On Jul 10, 2007, at 6:07 AM, Bogdan Costescu wrote:
For example, I can readily find machines that are running TM, but
also have LSF and SLURM libraries installed (although those
environments are not "active" - the libraries in some cases are old
and stale, usually present because either someone wanted to look at
them or represent an old installation).
Whatever the outcome of this discussion is, please keep in mind that
this represents an exception rather than the rule. So the common cases
of no batch environment or one batch environment installed should work
as effortless as possible. Furthermore, keep in mind that there are
lots of people who don't compile themselves Open MPI, but rely on
packages compiled by others (Linux distributions, most likely) - so
don't make life harder for those who produce these packages.
FWIW, this is exactly the reason that we have the "auto as much as
possible" behavior today; back in LAM/MPI, we had the problem that
[many] users would say "I built LAM, but it doesn't support ABC, even
though your manual says that it does! LAM's a piece of junk!" The
sad fact is that most people assume that "./configure && make
install" will do all the Right magic for their system; efforts at
education seemed to fail. So we took the path of least resistance
and assumed that if we can find it on your system, we should use it.
Specifically: it was more of a support issue than anything else.
1. ... we would only build support for those environments that the
builder specifies, and error out of the build process if multiple
conflicting environments are specified.
I think that Ralf's suggestion (auto unless forced) is better, as it
allows:
- a better chance of finding the environments for people who don't
have too much experience with building Open MPI or hate to RTFM
- control over what is built or not for people who know what they
are doing
This raises the issue of what to do with rsh, but I think we can
handle that one by simply building it wherever possible.

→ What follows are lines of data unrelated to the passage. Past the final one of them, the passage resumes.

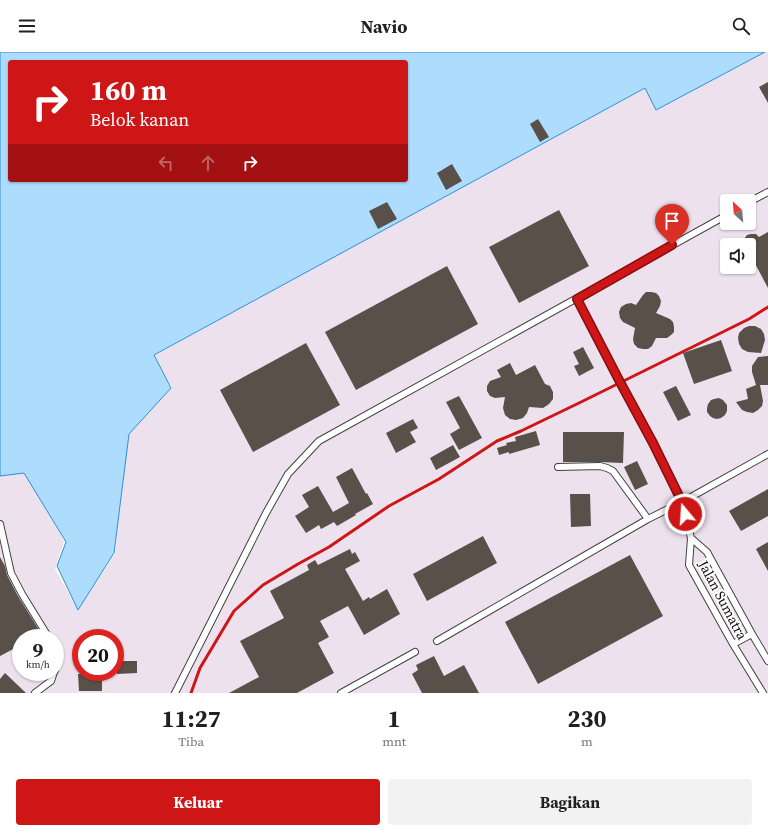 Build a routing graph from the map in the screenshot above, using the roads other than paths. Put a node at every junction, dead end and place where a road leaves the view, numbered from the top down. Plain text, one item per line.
1 (768, 192) edge
2 (756, 198) edge
3 (720, 218) edge
4 (577, 299) junction
5 (768, 454) edge
6 (558, 467) dead end
7 (682, 502) junction
8 (648, 519) junction
9 (0, 524) edge
10 (691, 538) junction
11 (43, 629) edge
12 (752, 634) junction
13 (437, 641) dead end
14 (733, 644) junction
15 (416, 652) dead end
16 (768, 660) edge
17 (51, 681) edge
18 (350, 691) edge
19 (34, 693) edge
20 (175, 693) edge
21 (341, 693) edge
22 (763, 693) edge

1 - 2 lane
3 - 4 lane
4 - 7 lane
4 - 20 lane
5 - 7 lane
6 - 8 lane
7 - 8 lane
7 - 10 lane
8 - 13 lane
9 - 11 lane
10 - 12 lane, Jalan Sumatra
10 - 14 lane, Jalan Sumatra
12 - 14 lane
12 - 16 lane, Jalan Sumatra
14 - 22 lane, Jalan Sumatra
15 - 18 lane
17 - 19 lane
18 - 21 lane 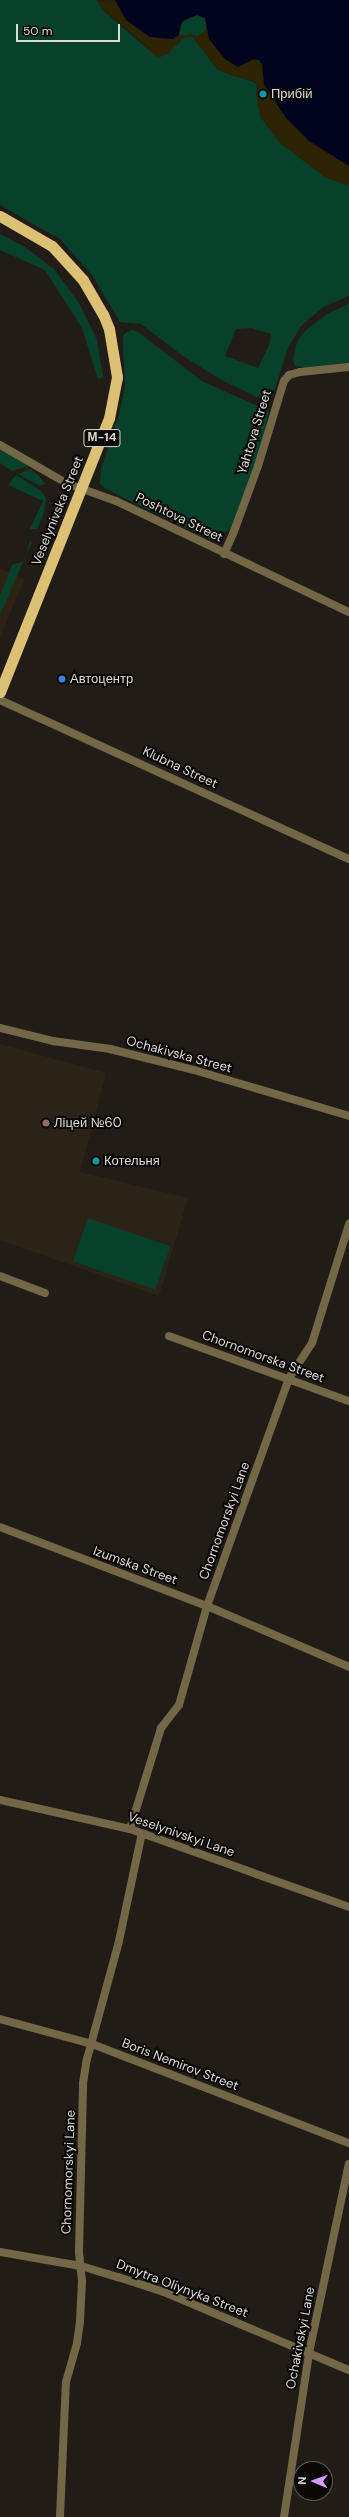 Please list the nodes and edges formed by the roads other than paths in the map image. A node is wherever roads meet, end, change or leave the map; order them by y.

I've been meaning to ask this for some time: is it possible to get rid
of rsh support when building/running in an environment where rsh is
not used (like a TM-based one) ? I'm not trying to achieve security by
doing this (after all, a user can build a separate copy of Open MPI
with rsh support), but just to make sure that the programs that I
build are either using the "blessed" start-up mechanism or error out.
Do either of these work for you?
1. Use the --enable-mca-no-build option as I discussed in a mail a
few minutes ago.
2. Remove the "mca_pls_rsh.*" files in $prefix/lib/openmpi.

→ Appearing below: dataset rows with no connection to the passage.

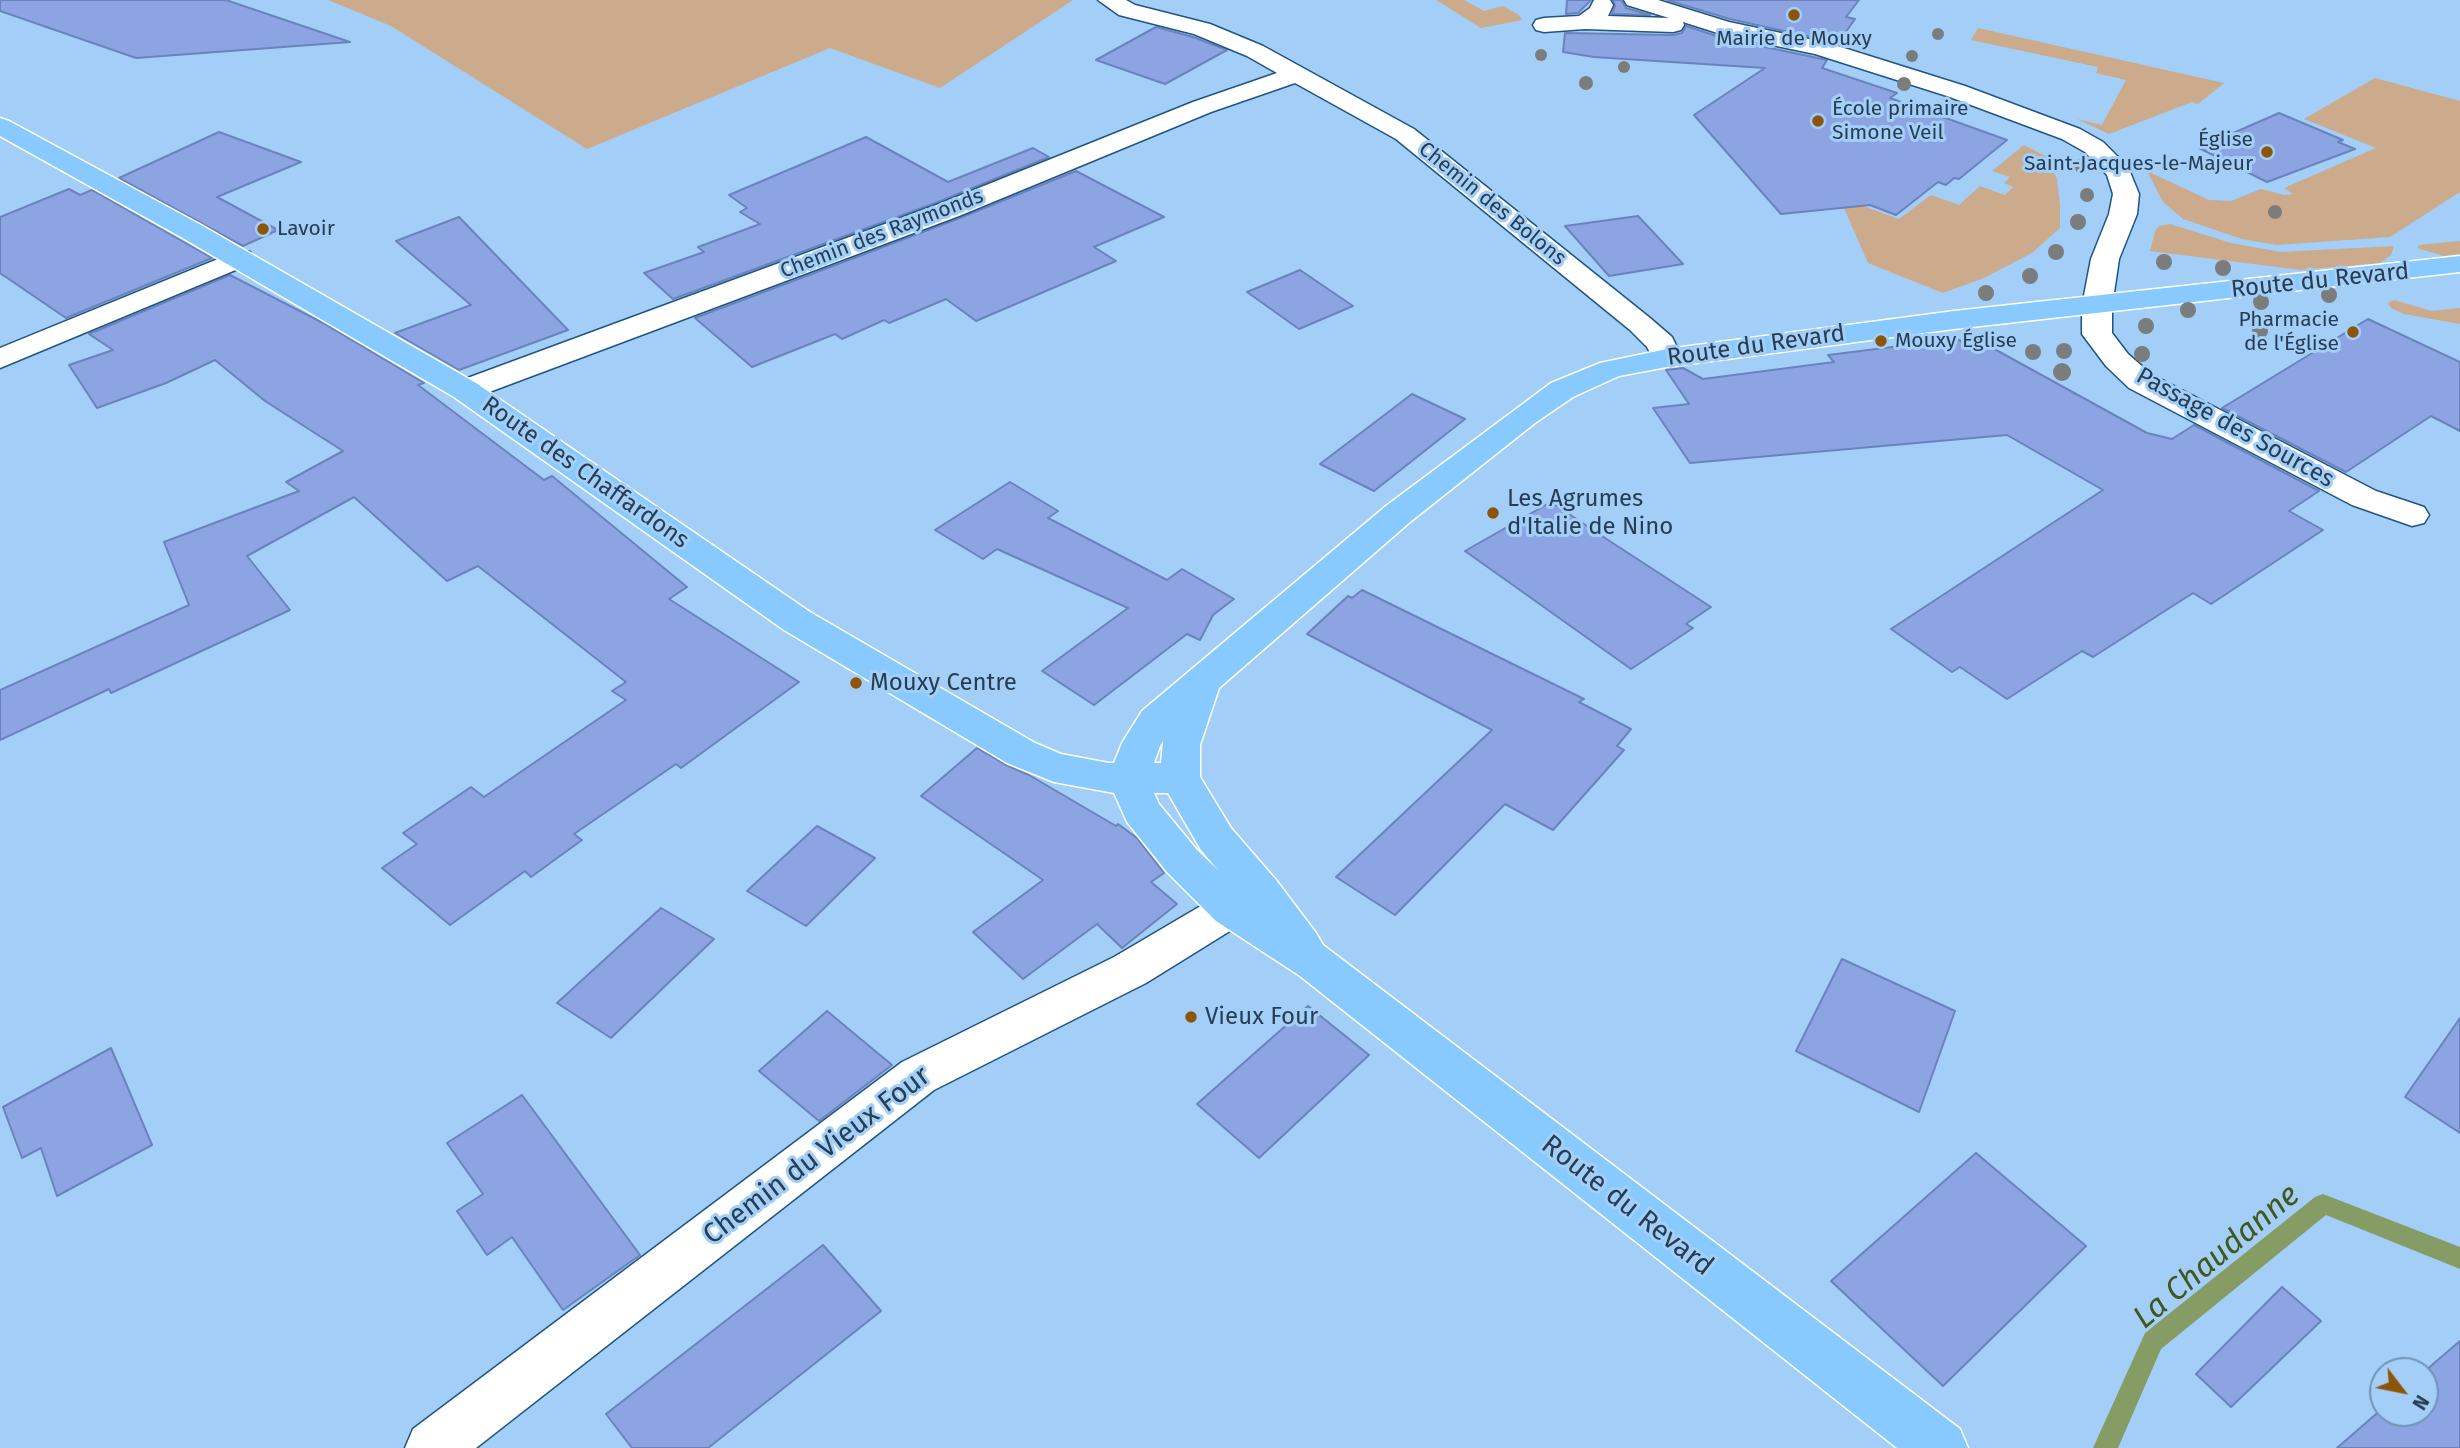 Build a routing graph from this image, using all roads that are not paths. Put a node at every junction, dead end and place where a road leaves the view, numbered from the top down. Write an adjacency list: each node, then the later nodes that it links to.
1 (1109, 0): 7 (street, Chemin des Bolons)
2 (1603, 0): 4 (street)
3 (1635, 0): 6 (street)
4 (1585, 22): 5 (street); 6 (street)
5 (1544, 26)
6 (1724, 27): 11 (street, Passage des Sources)
7 (1298, 74): 12 (street, Chemin des Bolons); 14 (street, Chemin des Raymonds)
8 (0, 126): 9 (main road, Route des Chaffardons)
9 (240, 258): 13 (street); 14 (main road, Route des Chaffardons)
10 (2460, 264): 11 (main road, Route du Revard)
11 (2097, 306): 12 (main road, Route du Revard); 15 (street, Passage des Sources)
12 (1667, 358): 16 (main road, Route du Revard)
13 (0, 359)
14 (465, 390): 17 (main road, Route des Chaffardons)
15 (2412, 515)
16 (1201, 685): 17 (main road, Route du Revard); 18 (main road)
17 (1129, 778): 18 (main road, Route des Chaffardons); 19 (main road, Route du Revard)
18 (1180, 778): 20 (main road, Route du Revard)
19 (1231, 909): 20 (main road, Route du Revard); 21 (street, Chemin du Vieux Four)
20 (1315, 963): 22 (main road, Route du Revard)
21 (432, 1448)
22 (1941, 1448)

2. We could laboriously go through all the components and ensure
that they
check in their selection logic to see if that environment is active.
I might be missing something in the design of batch systems or
software in general, but how do you decide that an environment is
active or not ?
Most batch systems today set a sentinel environment variable that we
check for.
Can a library check if it's being used in a program ?

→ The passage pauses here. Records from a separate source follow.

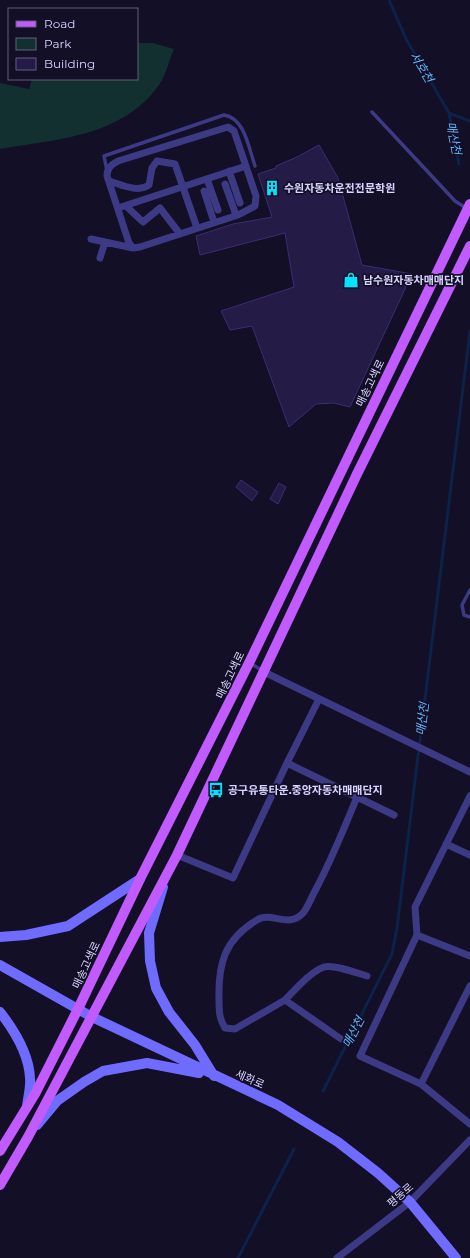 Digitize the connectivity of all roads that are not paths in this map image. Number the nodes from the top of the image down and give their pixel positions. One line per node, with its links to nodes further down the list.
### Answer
1 (372, 112): 15 (lane)
2 (246, 166): 4 (street); 5 (street); 16 (street)
3 (255, 166): 4 (lane)
4 (107, 171): 7 (street)
5 (229, 171): 6 (street); 12 (street)
6 (207, 179): 9 (street); 11 (street)
7 (109, 181): 9 (street); 14 (street)
8 (224, 184): 16 (street)
9 (183, 187): 13 (street); 18 (street)
10 (198, 201): 17 (street)
11 (223, 201)
12 (240, 203)
13 (126, 206): 14 (street); 19 (street)
14 (118, 208): 23 (street)
15 (469, 208): 27 (main road, 매송고색로)
16 (236, 215): 17 (street)
17 (214, 222): 18 (street)
18 (197, 228): 19 (street)
19 (180, 234): 23 (street)
20 (91, 239): 21 (street)
21 (104, 242): 23 (street); 24 (street)
22 (470, 246): 28 (main road)
23 (134, 248)
24 (100, 258)
25 (470, 590): 26 (lane)
26 (470, 617)
27 (249, 663): 28 (lane); 39 (main road, 매송고색로)
28 (264, 672): 29 (street); 36 (main road)
29 (319, 699): 30 (street); 31 (street)
30 (287, 763): 33 (street); 36 (street)
31 (470, 772)
32 (470, 796): 35 (street)
33 (357, 797): 34 (street); 46 (street)
34 (394, 816)
35 (446, 844): 37 (street); 40 (street)
36 (177, 855): 38 (main road)
37 (470, 855)
38 (168, 871): 49 (main road); 51 (main road)
39 (140, 879): 41 (main road); 47 (main road, 매송고색로)
40 (417, 935): 42 (street); 52 (street)
41 (0, 937)
42 (470, 956)
43 (0, 966): 47 (main road, 세화로)
44 (367, 976): 46 (street)
45 (470, 986): 52 (street)
46 (285, 1000): 50 (street)
47 (78, 1009): 49 (main road, 세화로); 53 (main road, 매송고색로)
48 (0, 1012): 53 (main road)
49 (92, 1017): 51 (main road, 세화로); 55 (main road)
50 (341, 1039)
51 (214, 1076): 55 (main road); 59 (main road, 세화로)
52 (421, 1084): 54 (street)
53 (27, 1106): 57 (main road, 매송고색로)
54 (470, 1124)
55 (28, 1137): 58 (main road)
56 (470, 1140): 59 (street, 평동로)
57 (0, 1151)
58 (0, 1185)
59 (410, 1202): 60 (street, 평동로); 61 (main road, 세화로)
60 (338, 1258)
61 (456, 1258)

Or if that program actually runs ? And if a configuration file exists,
does it mean that the environment is actually active ?
We do not generally assume that the presence of a plugin means that
that plugin can run in the current environment. I thought that all
framework selection logic was adapted to this philosophy, but
apparently Ralph is indicating that some do not. :-)
How to deal
with the case where there are several versions of the same batch
system installed, all using the same configuration files and therefore
being ready to run ?
We assume that Open MPI was built compiling/linking against the Right
version. There's not much else we can do if you build against the
Wrong version.
And how about the case where there is a machine
reserved for compilations, where libraries are made available but
there is no batch system active ?
That's what the compile-time vs. run-time detection and selection is
supposed to be for. The presence of an OMPI component at run-time is
not supposed to mean that it can run; it's supposed to be queried and
the component can do whatever checks it wants to see if it is
supposed to run, and then report "Yes, I can run" / "No, I cannot
run" back to Open MPI.
--
Jeff Squyres
Cisco Systems